- EXTRACTED MATERIAL -
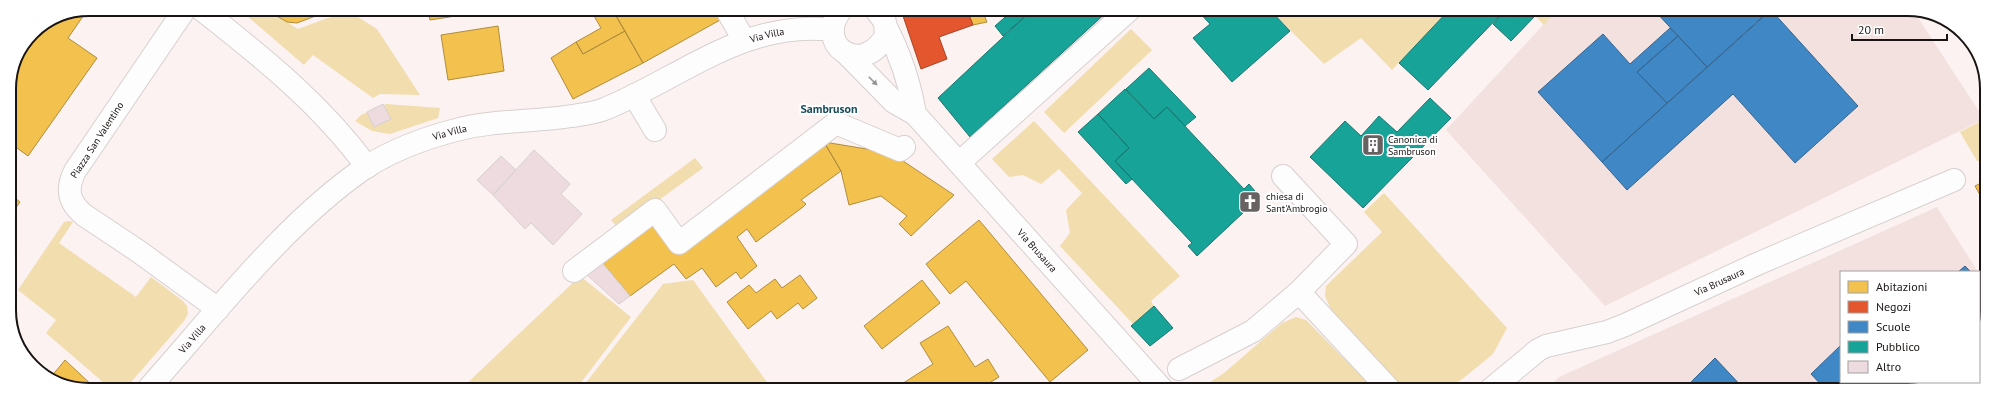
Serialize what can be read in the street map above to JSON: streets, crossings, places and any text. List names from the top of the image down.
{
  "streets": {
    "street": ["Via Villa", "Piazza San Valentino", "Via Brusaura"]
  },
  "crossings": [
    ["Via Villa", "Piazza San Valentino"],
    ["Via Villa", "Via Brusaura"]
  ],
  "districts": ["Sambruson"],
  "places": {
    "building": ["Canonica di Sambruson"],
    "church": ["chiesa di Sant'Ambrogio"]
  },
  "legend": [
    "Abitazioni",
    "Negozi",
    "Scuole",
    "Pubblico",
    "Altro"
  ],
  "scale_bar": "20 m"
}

- WHAT YOU NEED TO DO -
Every entry must be written out exactly, with all pictures left out.

- EXERCISE OUTPUT -
Serialize what can be read in the street map above to JSON: streets, crossings, places and any text. List names from the top of the image down.
{
  "streets": {
    "street": ["Via Villa", "Piazza San Valentino", "Via Brusaura"]
  },
  "crossings": [
    ["Via Villa", "Piazza San Valentino"],
    ["Via Villa", "Via Brusaura"]
  ],
  "districts": ["Sambruson"],
  "places": {
    "building": ["Canonica di Sambruson"],
    "church": ["chiesa di Sant'Ambrogio"]
  },
  "legend": [
    "Abitazioni",
    "Negozi",
    "Scuole",
    "Pubblico",
    "Altro"
  ],
  "scale_bar": "20 m"
}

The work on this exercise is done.